Sénèque : comment traiter ses esclaves ?
Sénèque (vers 2 avant J.-C. - 65 après J.-C.) est l’un des très rares intellectuels de l’Antiquité à s’élever contre la cruauté des maîtres envers leurs esclaves. Comme chez Marivaux, c’est au nom du devoir d’humanité et non pour remettre en question l’ordre établi que le philosophe stoïcien condamne l’orgueil des puissants. Dans cette lettre à Lucilius - les deux amis échangent régulièrement leurs réflexions en forme de leçon de morale pratique -, on trouvera tous les principes d’une éthique sociale et philosophique que se plairont à développer les intellectuels au XVIIIe siècle : la charité de l’homme généreux et sage, la stupide arrogance des « mauvais » maîtres, la vanité des conditions qui fait qu’un homme peut se retrouver esclave du jour au lendemain, le danger de la vengeance, l’égalité « naturelle » entre les hommes, l’organisation « domestique » de la maison (domus ) sur le mode d’une « république en miniature ». On notera l’allusion au « jour de fête » qui permet aux esclaves de connaître pour un temps la vie des maîtres (voir les Saturnales).
« J’ai appris avec plaisir que tu vis en toute « familiarité » [familiariter = « en famille »] avec tes esclaves, ce qui convient bien à ta sagesse prévoyante et à ta culture. « Ce sont des esclaves ! » - Non, des hommes. « Ce sont des esclaves ! » - Non, des gens qui partagent notre existence. « Ce sont des esclaves ! » - Non, des amis vivant dans l’humilité. « Ce sont des esclaves ! » - Non, des compagnons d’esclavage, si tu penses que la fortune exerce son pouvoir autant sur eux que sur nous. C’est pourquoi je ris de ceux qui trouvent déshonorant de dîner avec son esclave.
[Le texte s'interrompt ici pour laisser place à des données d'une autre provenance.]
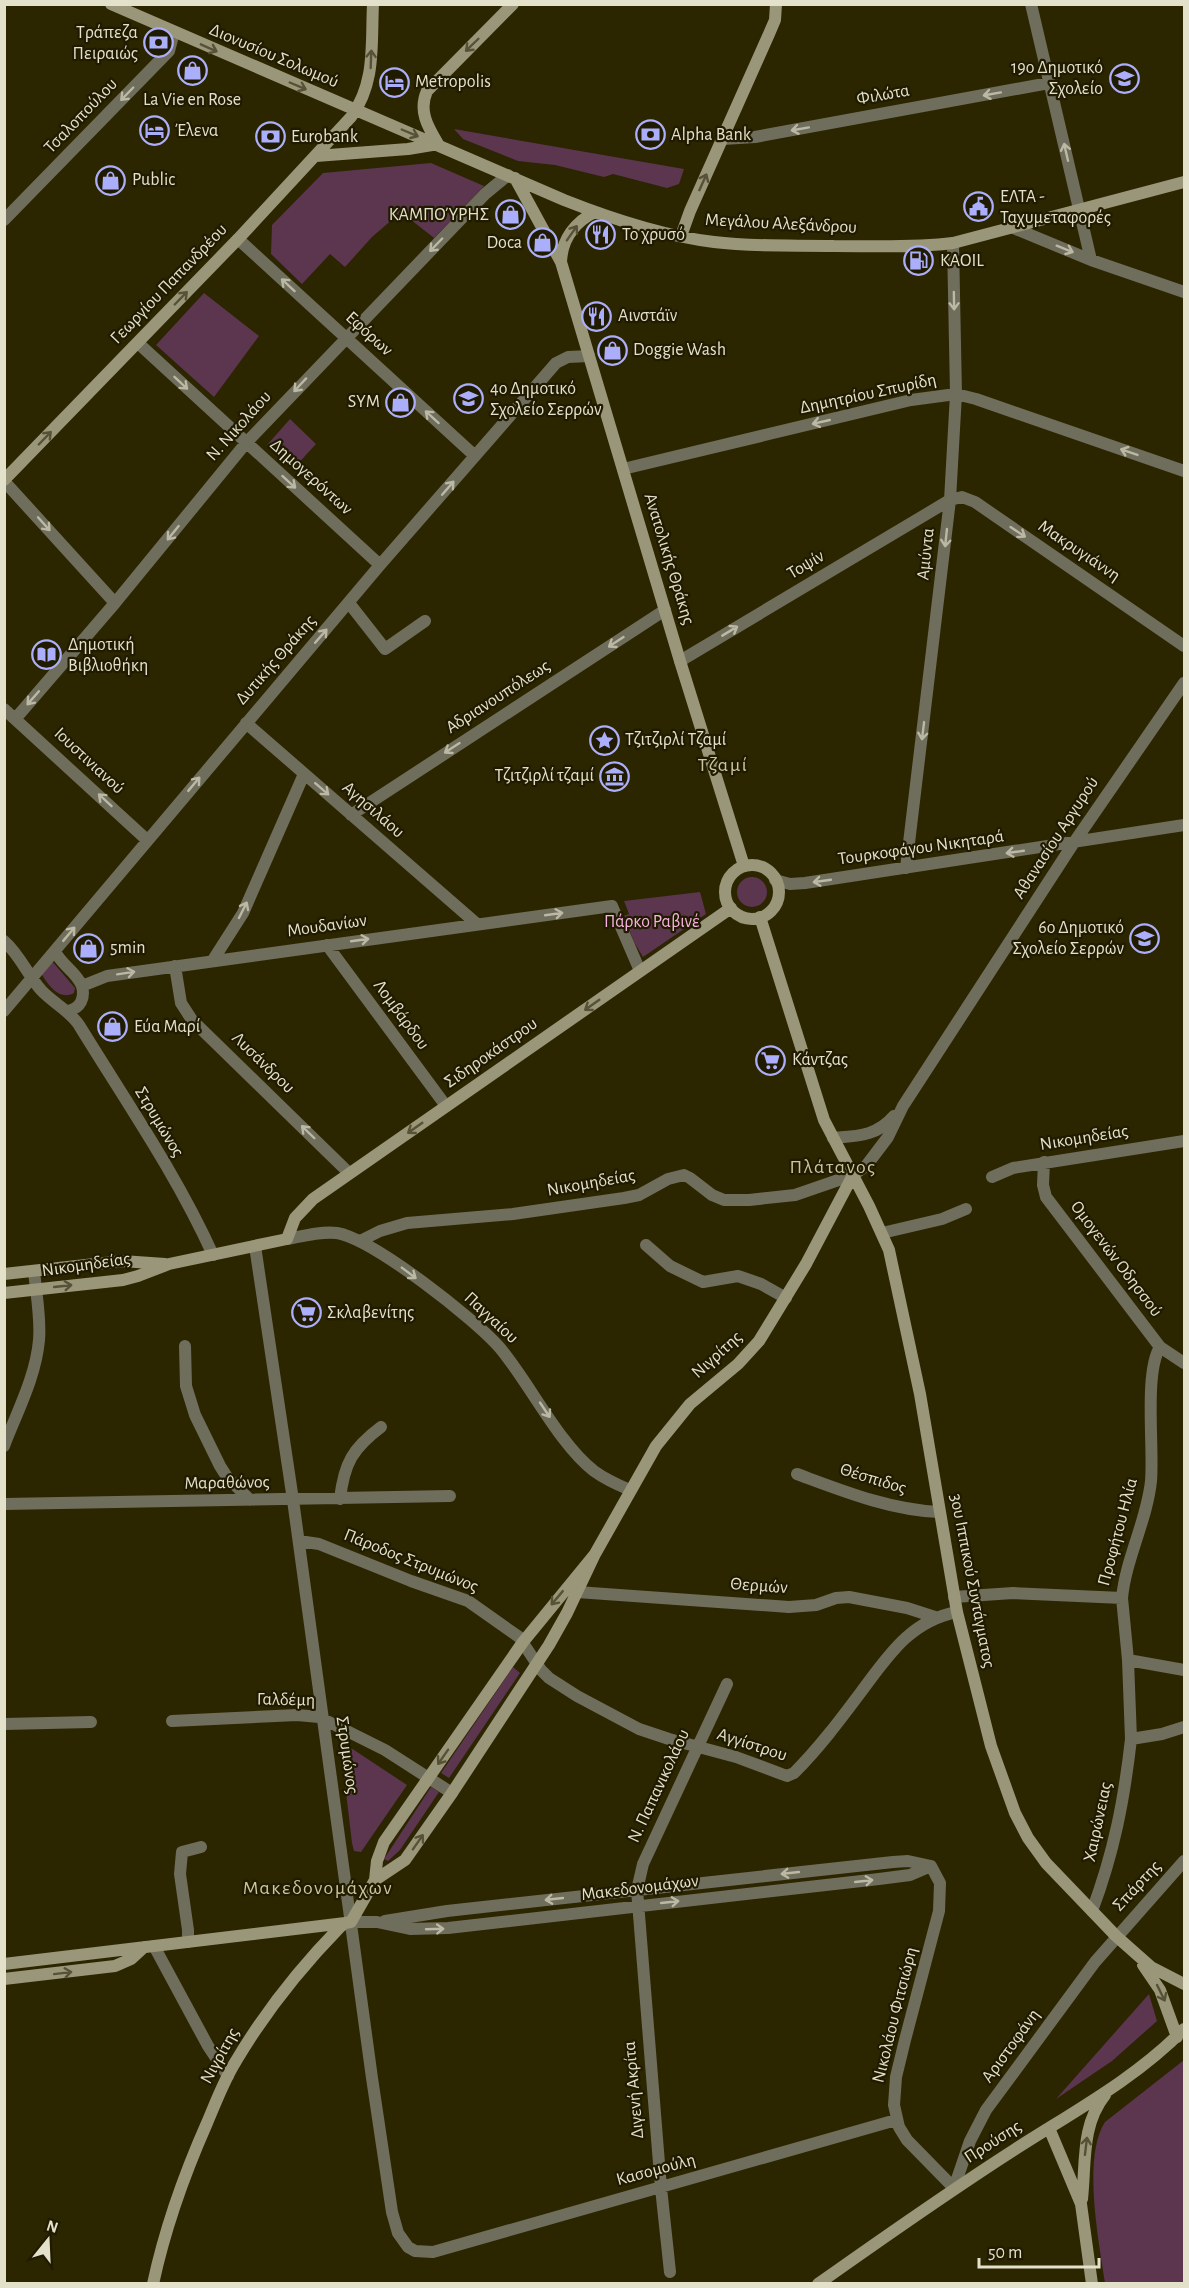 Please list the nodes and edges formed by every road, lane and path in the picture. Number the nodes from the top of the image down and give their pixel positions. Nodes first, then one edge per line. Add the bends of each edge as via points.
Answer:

Pourquoi ? Parce que c’est une habitude née d’un très grand orgueil qui a placé autour du maître en train de manger une foule d’esclaves obligés de rester debout.
Celui-ci mange plus qu’il n’en peut prendre ; son insatiable avidité charge son estomac qui se distend et qui finit par oublier sa fonction organique, de sorte qu’il a encore plus de peine à tout régurgiter qu’il n’en a eu à ingurgiter. Mais pendant ce temps, les malheureux esclaves n’ont pas le droit de remuer les lèvres, même pas pour parler. Le moindre bruit est puni du fouet ; tousser, éternuer, avoir le hoquet provoquent les coups. Toute la nuit, ils restent debout, sans manger, sans parler. Ainsi, c’est dans le dos du maître qu’ils parlent, puisqu’ils ne peuvent le faire en sa présence. Autrefois, les esclaves parlaient avec leur maître et ils étaient prêts à lui offrir leur vie pour sauver la sienne, en détournant sur eux un danger menaçant. Ils parlaient dans les repas, mais ils se taisaient dans les supplices. Puis notre arrogance s’afficha dans le proverbe : « Autant d’esclaves, autant d’ennemis. ». Ce n’est pas avoir en eux des ennemis, mais c’est faire d'eux des ennemis.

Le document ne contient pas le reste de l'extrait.